When I go out to eat I always order something I can’t make a home. Last week while everyone at the table was having Chickenparmi ( the signature dish of Geelong) I had Steak Tartare which I love. They all thought it was gross, one raw eggs cradled in the shell over a bed of raw seasoned steak accompanied by a glass of cooled cabsav ( it’s so hot here we drink the red slightly chilled).
Once I was in London with Michael Carlevale. He was on a culinary tour of Europe. We ate in all the finest Resturants in London for a week. 3 meals a day, every meal in a different venue. Each one was a culinary special moment. Claridges tried to throw Michael out for not having a jacket although he was wearing a $600 shirt with a $200 tie.
On the final night we ate at Pierre Marc White, the finest resturant in the Kingdom. All the women were wearing Chanel. I was facing the corner but this place was so slick they had a mirror tucked discreetly away in the corner so I could see the whole room. I don’t remember what we ate but I do remember that Michael argued with the wine guy all night in 5 languages trying to outsnob each other about wine.
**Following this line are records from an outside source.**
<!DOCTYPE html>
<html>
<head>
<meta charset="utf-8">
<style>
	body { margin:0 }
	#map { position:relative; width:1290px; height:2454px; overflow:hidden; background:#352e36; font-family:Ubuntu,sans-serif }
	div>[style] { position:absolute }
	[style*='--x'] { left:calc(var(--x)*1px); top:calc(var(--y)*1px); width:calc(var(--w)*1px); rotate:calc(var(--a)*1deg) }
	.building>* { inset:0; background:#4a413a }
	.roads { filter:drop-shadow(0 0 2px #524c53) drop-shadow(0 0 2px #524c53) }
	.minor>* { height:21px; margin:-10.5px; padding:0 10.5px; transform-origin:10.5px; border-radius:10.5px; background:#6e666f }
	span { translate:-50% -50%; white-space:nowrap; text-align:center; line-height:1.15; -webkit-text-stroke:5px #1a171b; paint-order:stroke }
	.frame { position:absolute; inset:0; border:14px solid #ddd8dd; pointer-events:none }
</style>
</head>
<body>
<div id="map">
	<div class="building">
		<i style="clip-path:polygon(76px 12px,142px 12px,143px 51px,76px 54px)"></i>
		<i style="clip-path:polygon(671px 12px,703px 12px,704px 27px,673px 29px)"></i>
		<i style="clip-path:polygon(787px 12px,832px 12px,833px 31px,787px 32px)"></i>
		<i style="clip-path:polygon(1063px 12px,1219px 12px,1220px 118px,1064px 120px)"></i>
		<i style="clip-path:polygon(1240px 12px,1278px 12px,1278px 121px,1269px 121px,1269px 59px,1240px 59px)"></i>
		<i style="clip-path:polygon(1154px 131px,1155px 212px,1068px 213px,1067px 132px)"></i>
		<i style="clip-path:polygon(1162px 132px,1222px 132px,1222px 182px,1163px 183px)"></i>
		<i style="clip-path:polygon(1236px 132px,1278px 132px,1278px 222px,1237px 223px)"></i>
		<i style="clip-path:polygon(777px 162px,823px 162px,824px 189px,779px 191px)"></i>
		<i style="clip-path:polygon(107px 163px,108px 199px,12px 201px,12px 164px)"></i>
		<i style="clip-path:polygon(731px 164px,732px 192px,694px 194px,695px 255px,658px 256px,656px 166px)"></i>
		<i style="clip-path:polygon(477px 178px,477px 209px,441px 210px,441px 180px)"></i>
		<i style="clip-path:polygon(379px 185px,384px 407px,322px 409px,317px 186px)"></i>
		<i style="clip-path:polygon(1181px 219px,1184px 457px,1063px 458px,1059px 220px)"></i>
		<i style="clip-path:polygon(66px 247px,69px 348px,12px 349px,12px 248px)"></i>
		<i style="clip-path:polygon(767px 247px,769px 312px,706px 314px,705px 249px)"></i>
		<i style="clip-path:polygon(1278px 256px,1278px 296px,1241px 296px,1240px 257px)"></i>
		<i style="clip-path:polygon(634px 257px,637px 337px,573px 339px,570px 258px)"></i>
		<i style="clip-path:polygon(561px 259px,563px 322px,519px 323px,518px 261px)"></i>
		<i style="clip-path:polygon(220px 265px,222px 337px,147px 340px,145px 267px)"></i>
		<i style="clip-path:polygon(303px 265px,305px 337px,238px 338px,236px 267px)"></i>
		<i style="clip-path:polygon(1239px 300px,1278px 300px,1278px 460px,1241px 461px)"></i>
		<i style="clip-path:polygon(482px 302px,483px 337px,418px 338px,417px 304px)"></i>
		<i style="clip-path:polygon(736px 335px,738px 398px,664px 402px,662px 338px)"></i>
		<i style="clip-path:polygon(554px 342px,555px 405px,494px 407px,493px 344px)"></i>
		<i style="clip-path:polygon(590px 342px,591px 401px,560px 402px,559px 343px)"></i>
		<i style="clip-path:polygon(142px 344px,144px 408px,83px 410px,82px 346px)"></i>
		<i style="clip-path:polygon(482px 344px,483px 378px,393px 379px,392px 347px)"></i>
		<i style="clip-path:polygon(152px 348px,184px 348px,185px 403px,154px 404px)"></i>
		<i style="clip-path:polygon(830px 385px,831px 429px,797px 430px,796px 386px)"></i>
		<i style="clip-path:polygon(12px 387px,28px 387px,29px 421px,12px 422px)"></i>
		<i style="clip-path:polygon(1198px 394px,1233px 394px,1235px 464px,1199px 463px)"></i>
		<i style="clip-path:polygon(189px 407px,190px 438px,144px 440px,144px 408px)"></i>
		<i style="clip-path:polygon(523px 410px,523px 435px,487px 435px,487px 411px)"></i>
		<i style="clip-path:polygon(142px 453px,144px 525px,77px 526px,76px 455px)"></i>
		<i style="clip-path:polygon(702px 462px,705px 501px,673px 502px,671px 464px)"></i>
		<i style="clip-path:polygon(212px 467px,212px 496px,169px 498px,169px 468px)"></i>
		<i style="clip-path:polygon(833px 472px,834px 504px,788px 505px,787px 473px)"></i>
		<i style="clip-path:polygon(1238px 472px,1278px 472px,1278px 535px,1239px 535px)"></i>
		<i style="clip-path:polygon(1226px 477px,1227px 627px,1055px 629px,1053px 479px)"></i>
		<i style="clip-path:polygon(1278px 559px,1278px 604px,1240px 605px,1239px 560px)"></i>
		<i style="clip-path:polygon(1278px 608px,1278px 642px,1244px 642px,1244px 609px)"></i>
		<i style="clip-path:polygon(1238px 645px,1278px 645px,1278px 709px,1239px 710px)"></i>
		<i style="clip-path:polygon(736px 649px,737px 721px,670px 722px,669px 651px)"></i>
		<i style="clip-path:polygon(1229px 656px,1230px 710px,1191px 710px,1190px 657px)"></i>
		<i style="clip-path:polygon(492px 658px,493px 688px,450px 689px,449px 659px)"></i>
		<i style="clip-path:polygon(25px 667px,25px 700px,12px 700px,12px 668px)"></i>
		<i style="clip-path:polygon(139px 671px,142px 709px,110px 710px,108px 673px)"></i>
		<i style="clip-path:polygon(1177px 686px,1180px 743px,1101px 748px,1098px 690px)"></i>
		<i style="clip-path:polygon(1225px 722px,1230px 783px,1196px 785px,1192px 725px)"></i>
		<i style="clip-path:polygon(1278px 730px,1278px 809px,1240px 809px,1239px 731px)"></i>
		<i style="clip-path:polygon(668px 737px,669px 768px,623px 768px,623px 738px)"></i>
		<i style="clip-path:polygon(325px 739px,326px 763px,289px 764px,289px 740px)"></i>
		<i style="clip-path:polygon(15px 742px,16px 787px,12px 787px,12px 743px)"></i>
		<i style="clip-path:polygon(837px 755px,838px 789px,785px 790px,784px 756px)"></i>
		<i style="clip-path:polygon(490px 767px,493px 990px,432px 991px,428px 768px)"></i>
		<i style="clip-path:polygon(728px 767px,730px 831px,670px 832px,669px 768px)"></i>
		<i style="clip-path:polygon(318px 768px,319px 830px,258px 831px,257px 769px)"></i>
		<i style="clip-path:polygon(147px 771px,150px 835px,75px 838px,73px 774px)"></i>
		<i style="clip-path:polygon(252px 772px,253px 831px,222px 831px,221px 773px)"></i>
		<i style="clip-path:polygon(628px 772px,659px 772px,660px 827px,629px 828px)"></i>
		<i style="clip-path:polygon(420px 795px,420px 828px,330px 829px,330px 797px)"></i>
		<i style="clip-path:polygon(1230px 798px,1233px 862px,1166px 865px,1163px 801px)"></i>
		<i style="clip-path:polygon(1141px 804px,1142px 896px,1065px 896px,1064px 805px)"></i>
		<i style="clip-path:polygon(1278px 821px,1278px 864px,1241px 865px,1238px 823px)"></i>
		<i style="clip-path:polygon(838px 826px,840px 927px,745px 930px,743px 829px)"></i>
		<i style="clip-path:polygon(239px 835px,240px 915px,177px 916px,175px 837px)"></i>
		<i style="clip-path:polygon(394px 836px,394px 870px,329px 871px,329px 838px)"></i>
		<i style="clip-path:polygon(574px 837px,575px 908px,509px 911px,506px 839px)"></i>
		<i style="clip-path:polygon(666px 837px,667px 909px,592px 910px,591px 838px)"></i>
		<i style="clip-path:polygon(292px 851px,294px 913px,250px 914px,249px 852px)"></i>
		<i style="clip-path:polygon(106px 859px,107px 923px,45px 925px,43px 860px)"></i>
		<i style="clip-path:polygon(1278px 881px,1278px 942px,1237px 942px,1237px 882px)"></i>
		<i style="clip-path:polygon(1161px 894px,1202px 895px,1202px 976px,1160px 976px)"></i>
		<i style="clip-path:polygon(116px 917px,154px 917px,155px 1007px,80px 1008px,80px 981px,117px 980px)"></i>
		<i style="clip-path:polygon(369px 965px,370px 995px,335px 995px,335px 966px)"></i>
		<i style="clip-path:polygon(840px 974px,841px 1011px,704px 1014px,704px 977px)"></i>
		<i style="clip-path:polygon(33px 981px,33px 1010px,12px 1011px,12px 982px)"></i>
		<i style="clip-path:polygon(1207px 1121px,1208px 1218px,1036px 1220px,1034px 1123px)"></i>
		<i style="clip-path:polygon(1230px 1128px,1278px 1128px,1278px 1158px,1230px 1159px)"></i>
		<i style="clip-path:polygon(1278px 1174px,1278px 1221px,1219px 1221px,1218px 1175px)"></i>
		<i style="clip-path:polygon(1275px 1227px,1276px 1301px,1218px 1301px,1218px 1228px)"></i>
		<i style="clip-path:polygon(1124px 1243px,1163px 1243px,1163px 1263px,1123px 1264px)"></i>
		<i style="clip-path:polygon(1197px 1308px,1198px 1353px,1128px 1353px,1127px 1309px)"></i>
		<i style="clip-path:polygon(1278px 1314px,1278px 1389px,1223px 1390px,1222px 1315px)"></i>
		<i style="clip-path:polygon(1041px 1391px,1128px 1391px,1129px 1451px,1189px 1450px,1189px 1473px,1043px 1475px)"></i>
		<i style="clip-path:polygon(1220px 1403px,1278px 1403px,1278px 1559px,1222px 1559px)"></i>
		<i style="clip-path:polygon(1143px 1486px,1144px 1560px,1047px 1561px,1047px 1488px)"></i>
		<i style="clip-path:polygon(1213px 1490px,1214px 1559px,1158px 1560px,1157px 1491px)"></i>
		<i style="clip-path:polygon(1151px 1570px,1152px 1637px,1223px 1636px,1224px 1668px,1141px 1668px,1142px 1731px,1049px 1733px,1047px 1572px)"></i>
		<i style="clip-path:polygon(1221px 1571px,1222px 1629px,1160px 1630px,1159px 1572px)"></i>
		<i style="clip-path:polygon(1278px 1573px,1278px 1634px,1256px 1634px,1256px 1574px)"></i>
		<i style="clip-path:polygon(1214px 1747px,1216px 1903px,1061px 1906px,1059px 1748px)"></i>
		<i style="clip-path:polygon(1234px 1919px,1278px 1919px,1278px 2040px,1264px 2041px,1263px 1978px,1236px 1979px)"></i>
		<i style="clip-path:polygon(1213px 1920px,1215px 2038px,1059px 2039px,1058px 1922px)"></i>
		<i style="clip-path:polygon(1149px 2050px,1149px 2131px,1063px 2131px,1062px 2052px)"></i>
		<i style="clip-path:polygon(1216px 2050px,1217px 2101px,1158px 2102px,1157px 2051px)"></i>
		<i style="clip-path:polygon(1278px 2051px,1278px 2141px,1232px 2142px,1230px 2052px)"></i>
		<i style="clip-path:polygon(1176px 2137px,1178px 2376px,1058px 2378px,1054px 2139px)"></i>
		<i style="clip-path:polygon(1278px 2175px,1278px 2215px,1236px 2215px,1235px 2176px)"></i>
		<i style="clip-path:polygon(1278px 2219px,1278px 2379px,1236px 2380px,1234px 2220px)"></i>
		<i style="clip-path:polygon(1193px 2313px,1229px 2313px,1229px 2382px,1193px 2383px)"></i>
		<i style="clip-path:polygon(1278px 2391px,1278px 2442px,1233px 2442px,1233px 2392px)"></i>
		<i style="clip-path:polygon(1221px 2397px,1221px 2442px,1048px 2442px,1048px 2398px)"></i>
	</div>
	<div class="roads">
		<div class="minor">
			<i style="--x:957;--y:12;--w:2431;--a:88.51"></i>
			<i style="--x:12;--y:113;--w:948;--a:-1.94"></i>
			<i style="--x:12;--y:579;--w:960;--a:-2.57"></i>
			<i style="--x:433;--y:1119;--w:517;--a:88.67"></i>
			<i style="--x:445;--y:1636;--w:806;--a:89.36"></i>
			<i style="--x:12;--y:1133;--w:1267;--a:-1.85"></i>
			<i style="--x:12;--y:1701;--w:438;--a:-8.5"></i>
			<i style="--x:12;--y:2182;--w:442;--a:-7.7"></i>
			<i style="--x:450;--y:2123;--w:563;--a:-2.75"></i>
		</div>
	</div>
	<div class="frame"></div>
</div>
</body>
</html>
On the many sea voyages I have travelled on I make sure I always order something different at every meal. There is no finer place to get the best cuisine on earth and the most extensive selection available in the world.
All I have to say David is when are you starting your own blog of your adventures? Or better yet, start on your biography.
Thank you Laurie, you are the second person here today to tell me I should. Remarkably I have only been awake for 5 minutes.